Było tak jak wszyscy się spodziewali. Niemcy pewnie i bez absolutnie żadnych problemów pokonali biednych Słowaków 3:0. Czy ktoś był na tyle naiwny, że może być inaczej? Emocje zaczną się w 1/4, póki co dużo można przewidzieć.
Ależ bombowo zaczęło nam się spotkanie w Lille. Kto by pomyślał, że Jerome Boateng dysponuje takim uderzeniem z dystansu? Tworząc skład w Fantasy Euro na 1/8 obmyśliłem niecną taktykę, aby kupić jak najtańszych obrońców z dobrych drużyn i większą ilość gotówki zainwestować w ofensywę. Wszak było już po fazie grupowej i znane były pierwsze jedenastki wszystkich zespołów. Tym oto sposobem odrzuciłem drogiego Boatenga i kupiłem Hectora, bo przecież obrońcy i tak dostają punkty tylko za czyste konto, po co marnować dodatkowe miliony skoro i tak nie strzelą gola? A Boateng strzelił. I to jakiego!
Boateng odrodzil sie po zwodzie Messiego. Najlepszy stoper #EURO2016 (Pazdan wybaczy)
— Rafal Lebiedzinski (@rafa_lebiedz24) June 26, 2016
Humorów niemieckim kibicom nie popsuł nawet niewykorzystany rzut karny przez Mesuta Özila. Swoją drogą nie mam pojęcia jak do jedenastki można wyznaczyć Özila, tego który ma najlepszą wizję i podanie na świecie, ale kompletnie nie radzi sobie ze strzałami i nigdy nie miał dobrego wykończenia. Wystarczy przypomnieć sobie mecz pomiędzy Arsenalem i Bayernem w Lidze Mistrzów w sezonie 2013/14. Okoliczności obu strzałów są bardzo podobne. Ten sam strzelec, ta sama faza dużych europejskich rozgrywek, identyczny strzał i nawet bramkarz, który wtedy stał między słupkami brał udział w dzisiejszym spotkaniu ze Słowacją. Już jak zawodnik Kanonierów podchodził do piłki, to wiedziałem jak to się skończy. Czemu nie strzelał Muller, który jest jednym z najlepszych wykonawców karnych na świecie?
Pozostałe dwie bramki dla die Mannschaft strzelali dziś Mario Gomez i Julian Draxler, który od dziś będzie koszmarem sennym obrońców ze Słowacji. Mieszał nimi niemiłosiernie, nie miał litości, w oczach graczy fify zasłużył na kolejną gwiazdkę sztuczek w znanej grze. Nasi południowi sąsiedzi mieli swoje okazje, ale były one niczym w porównaniu do ataków Niemców, którzy większość czasu spędzili dzisiaj na połowie rywali. Z Hummelsem i Boatengiem włącznie.

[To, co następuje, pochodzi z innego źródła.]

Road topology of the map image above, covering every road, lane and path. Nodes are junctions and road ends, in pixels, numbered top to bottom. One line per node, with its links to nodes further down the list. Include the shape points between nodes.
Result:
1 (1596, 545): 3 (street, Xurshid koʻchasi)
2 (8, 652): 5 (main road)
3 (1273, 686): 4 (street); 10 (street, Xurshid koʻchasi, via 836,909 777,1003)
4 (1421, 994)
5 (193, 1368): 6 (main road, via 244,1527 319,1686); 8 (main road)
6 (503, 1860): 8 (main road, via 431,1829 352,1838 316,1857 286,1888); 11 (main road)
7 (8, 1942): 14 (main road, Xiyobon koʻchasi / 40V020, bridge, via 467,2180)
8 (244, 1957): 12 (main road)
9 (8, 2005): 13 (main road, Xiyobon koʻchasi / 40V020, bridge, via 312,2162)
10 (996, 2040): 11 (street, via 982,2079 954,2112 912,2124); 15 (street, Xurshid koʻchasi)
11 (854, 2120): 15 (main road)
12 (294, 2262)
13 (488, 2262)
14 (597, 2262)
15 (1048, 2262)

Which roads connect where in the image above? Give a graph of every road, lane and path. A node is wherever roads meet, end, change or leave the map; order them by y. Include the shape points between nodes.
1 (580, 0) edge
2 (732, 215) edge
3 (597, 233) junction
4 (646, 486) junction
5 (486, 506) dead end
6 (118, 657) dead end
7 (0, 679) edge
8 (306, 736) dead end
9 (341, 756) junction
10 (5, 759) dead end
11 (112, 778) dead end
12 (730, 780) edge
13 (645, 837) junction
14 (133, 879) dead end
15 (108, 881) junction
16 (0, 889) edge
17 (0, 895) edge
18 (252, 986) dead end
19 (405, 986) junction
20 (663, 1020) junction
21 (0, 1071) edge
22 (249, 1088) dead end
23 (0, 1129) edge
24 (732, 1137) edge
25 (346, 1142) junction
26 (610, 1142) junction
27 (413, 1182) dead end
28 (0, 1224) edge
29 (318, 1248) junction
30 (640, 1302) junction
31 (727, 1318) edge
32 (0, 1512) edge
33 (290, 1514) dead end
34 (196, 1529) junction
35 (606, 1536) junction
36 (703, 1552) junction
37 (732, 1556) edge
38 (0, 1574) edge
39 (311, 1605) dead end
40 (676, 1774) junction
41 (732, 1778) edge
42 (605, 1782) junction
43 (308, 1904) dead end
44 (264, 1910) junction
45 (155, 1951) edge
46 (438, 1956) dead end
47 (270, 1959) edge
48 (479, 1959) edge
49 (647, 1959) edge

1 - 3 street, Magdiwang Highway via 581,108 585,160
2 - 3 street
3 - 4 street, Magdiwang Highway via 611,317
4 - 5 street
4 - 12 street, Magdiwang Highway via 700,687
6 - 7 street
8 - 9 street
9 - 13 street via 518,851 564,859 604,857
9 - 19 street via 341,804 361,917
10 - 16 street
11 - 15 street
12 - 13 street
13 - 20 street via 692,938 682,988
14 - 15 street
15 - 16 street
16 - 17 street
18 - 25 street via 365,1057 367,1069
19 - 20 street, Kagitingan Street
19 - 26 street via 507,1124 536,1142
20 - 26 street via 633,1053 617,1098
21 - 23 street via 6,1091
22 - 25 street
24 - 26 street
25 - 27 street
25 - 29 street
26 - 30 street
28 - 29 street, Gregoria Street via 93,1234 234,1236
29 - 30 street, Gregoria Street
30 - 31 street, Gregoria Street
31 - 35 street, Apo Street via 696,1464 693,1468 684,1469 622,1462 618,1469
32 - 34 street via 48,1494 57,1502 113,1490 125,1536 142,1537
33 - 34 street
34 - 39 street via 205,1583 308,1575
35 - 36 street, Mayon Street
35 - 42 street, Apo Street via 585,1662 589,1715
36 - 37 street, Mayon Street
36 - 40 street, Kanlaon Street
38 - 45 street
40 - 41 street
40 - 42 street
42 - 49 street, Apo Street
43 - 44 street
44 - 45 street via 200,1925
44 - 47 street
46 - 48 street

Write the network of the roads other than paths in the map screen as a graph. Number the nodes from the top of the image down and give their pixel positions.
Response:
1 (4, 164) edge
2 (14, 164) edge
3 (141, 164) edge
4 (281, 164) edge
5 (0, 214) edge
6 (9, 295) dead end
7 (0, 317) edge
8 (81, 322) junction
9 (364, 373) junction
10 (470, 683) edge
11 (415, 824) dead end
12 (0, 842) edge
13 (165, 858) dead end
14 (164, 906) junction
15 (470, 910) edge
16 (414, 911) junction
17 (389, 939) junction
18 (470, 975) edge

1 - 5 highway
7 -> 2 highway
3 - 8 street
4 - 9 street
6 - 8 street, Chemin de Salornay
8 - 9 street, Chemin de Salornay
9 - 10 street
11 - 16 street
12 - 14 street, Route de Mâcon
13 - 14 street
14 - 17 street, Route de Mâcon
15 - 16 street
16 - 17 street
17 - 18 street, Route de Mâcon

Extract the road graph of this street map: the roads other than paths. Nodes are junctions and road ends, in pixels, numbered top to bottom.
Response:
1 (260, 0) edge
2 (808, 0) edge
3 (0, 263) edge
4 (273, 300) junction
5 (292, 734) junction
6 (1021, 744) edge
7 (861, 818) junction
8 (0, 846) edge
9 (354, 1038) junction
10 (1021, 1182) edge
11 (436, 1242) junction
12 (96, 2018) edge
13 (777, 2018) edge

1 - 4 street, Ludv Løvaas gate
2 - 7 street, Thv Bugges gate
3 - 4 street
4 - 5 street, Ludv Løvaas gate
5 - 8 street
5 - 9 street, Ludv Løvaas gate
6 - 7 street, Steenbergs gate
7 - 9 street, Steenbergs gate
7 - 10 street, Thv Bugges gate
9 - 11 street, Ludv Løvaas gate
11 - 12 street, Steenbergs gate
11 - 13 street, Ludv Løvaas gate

Niemcy to drużyna turniejowa, a Mistrzostwa Europy właśnie się dla nich na dobre zaczęły. Żadnego rywala w grupie nie potraktowali tak jak dzisiaj Słowaków. Obrzydzili im grę. Był to dla nich trening przed ćwierćfinałowym spotkaniem z Włochami lub Hiszpanią. To tam zagrają na 100% swoich możliwości i być może pokażą jeszcze więcej niż dzisiaj. W ewentualnym półfinale trafią prawdopodobnie na Francję. Ale to wszystko na co ich będzie stać. W finale trafią bowiem na Polskę, której jak pokazał francuski turniej, nie potrafią pokonać.
Niemcy jadą sobie w trybie eco przez 2poł. A tacy Francuzi wypruwają sie co mecz do podszewki… Tej energii może im zabraknąć w 1/2
— Tomasz Smokowski (@TSmokowski) June 26, 2016
Przez liczbę bramek i strzałów w tym spotkaniu zapomniałem nawet, że sędziowali je Polacy z Szymonem Marciniakiem na czele. A skoro zapomniałem, to znaczy że byli niewidoczni, a to dla arbitrach największy komplement. Nasz sędzia nie miał wiele pracy i trudnych decyzji do podejmowania. Co do karnego po faulu Skrtela na Gomezie nie było żadnych wątpliwości. Nie każdy by go podyktował, ale była to jak najbardziej słuszna decyzja.